REGEXP_COUNT: Counting the Number of Matches to a Pattern in a String

REGEXP_COUNT returns the integer count of matches to a specified regular expression pattern within a source string.

Count the Number of Matches to a Pattern in a String

REGEXP_COUNT(string, pattern)

where:

string

Alphanumeric

Is the input string to be searched.

pattern

Alphanumeric

Is a regular expression, enclosed in single quotation marks, constructed using literals and meta-characters. The following meta-characters are supported

  • . represents any single character
  • * represents zero or more occurrences
  • + represents one or more occurrences
  • ? represents zero or one occurrence
  • ^ represents beginning of line
  • $ represents the end of the line
  • [] represents any one character in the set listed within the brackets
  • [^] represents any one character not in the set listed within the brackets
  • | represents the Or operator
  • \ is the Escape Special Character
  • () contains a character sequence

Counting the Number of Matches to a Pattern in a String

The following examples useexample uses the following Regular Expression symbols.

  • $, which searches for a specified expression that occurs at the end of a string.
  • ^, which searches for a specified expression that occurs at the beginning of a string.
  • \s*, which matches any number of whitespace characters, such as blank characters.
  • [T,t], which matches the characters 'T' and 't'.

REGEXP_COUNT counts the number of occurrences of the characters 'umpty' that occur at the end of the string 'Humpty Dumpty'.

REGEXP_COUNT('Humpty Dumpty', 'umpty$') 

The result is 1.

REGEXP_COUNT counts the number of occurrences of the characters 'umpty' that occur at the beginning of the string 'Humpty Dumpty'.

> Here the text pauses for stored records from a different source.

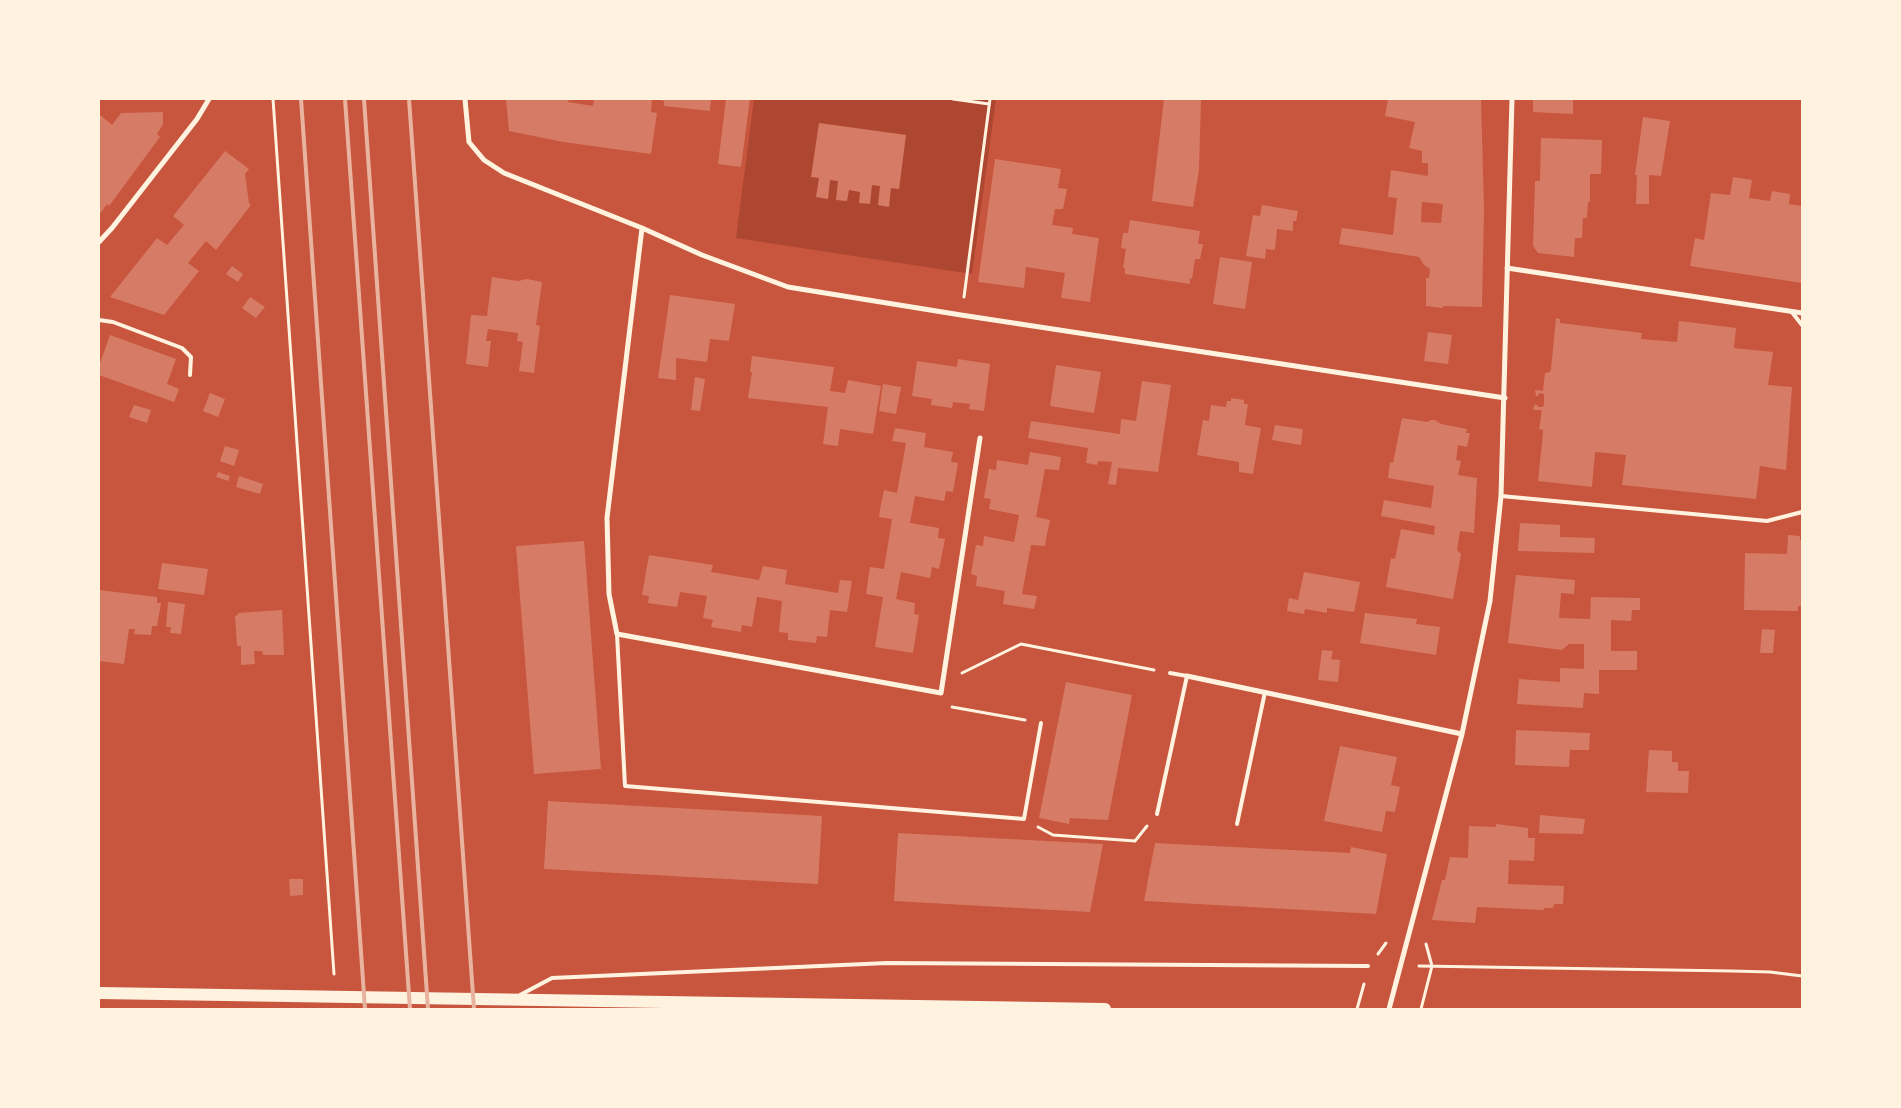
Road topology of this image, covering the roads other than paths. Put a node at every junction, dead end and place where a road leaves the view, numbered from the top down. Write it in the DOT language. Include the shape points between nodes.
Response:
graph roads {
  1 [pos="209,99"];
  2 [pos="465,99"];
  3 [pos="1512,99"];
  4 [pos="642,228"];
  5 [pos="99,242"];
  6 [pos="1507,268"];
  7 [pos="1791,311"];
  8 [pos="1802,313"];
  9 [pos="99,320"];
  10 [pos="1802,325"];
  11 [pos="190,375"];
  12 [pos="1505,398"];
  13 [pos="980,438"];
  14 [pos="1501,496"];
  15 [pos="1802,512"];
  16 [pos="617,634"];
  17 [pos="1170,673"];
  18 [pos="1187,676"];
  19 [pos="1265,692"];
  20 [pos="1041,723"];
  21 [pos="1462,734"];
  22 [pos="1157,814"];
  23 [pos="1237,824"];
  24 [pos="1368,966"];
  25 [pos="99,994"];
  26 [pos="511,1000"];
  27 [pos="1105,1009"];
  28 [pos="1389,1009"];
  1 -- 5 [label="street" via="197,119"];
  2 -- 4 [label="street" via="469,142 484,160 504,172"];
  3 -- 6 [label="street"];
  4 -- 12 [label="street" via="702,255 788,287"];
  4 -- 16 [label="street" via="607,518 609,594"];
  6 -- 7 [label="street"];
  6 -- 12 [label="street"];
  7 -- 8 [label="street"];
  7 -- 10 [label="lane"];
  9 -- 11 [label="lane" via="113,322 182,348 191,357"];
  12 -- 14 [label="street"];
  13 -- 16 [label="street" via="940,694"];
  14 -- 15 [label="lane" via="1767,521"];
  14 -- 21 [label="street" via="1490,601"];
  16 -- 20 [label="lane" via="625,786 1024,819"];
  17 -- 18 [label="lane"];
  18 -- 19 [label="street"];
  18 -- 22 [label="lane"];
  19 -- 21 [label="street"];
  19 -- 23 [label="lane"];
  21 -- 28 [label="street"];
  24 -- 26 [label="lane" via="887,963 552,978"];
  25 -- 26 [label="main road"];
  26 -- 27 [label="main road"];
}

REGEXP_COUNT('Humpty Dumpty', '^umpty')

The result is 0.

In the following request, REG1 is the number of occurrences of the expression 'iscotti', with any number of following whitespace characters, that occur the end of the PRODUCT field. REG2 is the number of occurrences of the characters 'T' and 't' in the PRODUCT field.

TABLE FILE GGSALES
SUM DOLLARS AND COMPUTE
REG1/I5 = REGEXP_COUNT(PRODUCT, 'iscotti\s*$');
REG2/I5 = REGEXP_COUNT(PRODUCT, '[T,t]');
BY PRODUCT
ON TABLE SET PAGE NOLEAD
ON TABLE SET STYLE *
GRID=OFF,$
ENDSTYLE
END

The output is shown in the following image.

Using REGEXP_COUNT on Windows and z/OS

The following request uses REGEXP_COUNT to return the number of vowels and number of consonants in each product name, on Windows. VowelCnt is the count of vowels, and ConsonantCnt is the count of non-vowels.

DEFINE FILE GGSALES
VowelCnt/I5=REGEXP_COUNT(PRODUCT,'[AEIOUaeiou]');
ConsonantCnt/I5=REGEXP_COUNT(PRODUCT,'[^AEIOUaeiou]');
END
TABLE FILE GGSALES
SUM MAX.VowelCnt AS 'Vowels' 
    MAX.ConsonantCnt AS 'Consonants'
BY PRODUCT
END
Note:
  • Brackets are used to enclose a list of characters that will match the regular expression pattern.
  • When the circumflex character (^) prefaces the list of characters within the brackets, the regular expression matches any character not on the list.

The output is shown in the following image.

The following version of the request uses REGEXP_COUNT to return the number of vowels and number of consonants in each product name, on z/OS. The -SET commands create the regular expressions by using the CHAR function to insert the meta-characters into the expressions. VowelCnt is the count of vowels, and ConsonantCnt is the count of non-vowels.

-SET &VCWSTRING=CHAR(173) || 'AEIOUaeiou' || CHAR(189);               
-SET &CONSTRING=CHAR(173) || CHAR(95) || 'AEIOU aeiou' || CHAR(189);  
DEFINE FILE GGSALES                                                   
VowelCnt/I5=REGEXP_COUNT(PRODUCT, '&VCWSTRING');                      
ConsonantCnt/I5=REGEXP_COUNT(PRODUCT,'&CONSTRING');                   
END                                                                   
TABLE FILE GGSALES                                                    
SUM MAX.VowelCnt AS 'Vowels'                                          
    MAX.ConsonantCnt AS 'Consonants'                                  
BY PRODUCT   
ON TABLE SET PAGE NOLEAD    
END 

The output follows.

  Product           Vowels  Consonants 
  -------           ------  ---------- 
  Biscotti               3           5 
  Capuccino              4           5 
  Coffee Grinder         5           8 
  Coffee Pot             4           5 
  Croissant              3           6 
  Espresso               3           5 
  Latte                  2           3 
  Mug                    1           2 
  Scone                  2           3 
  Thermos                2           5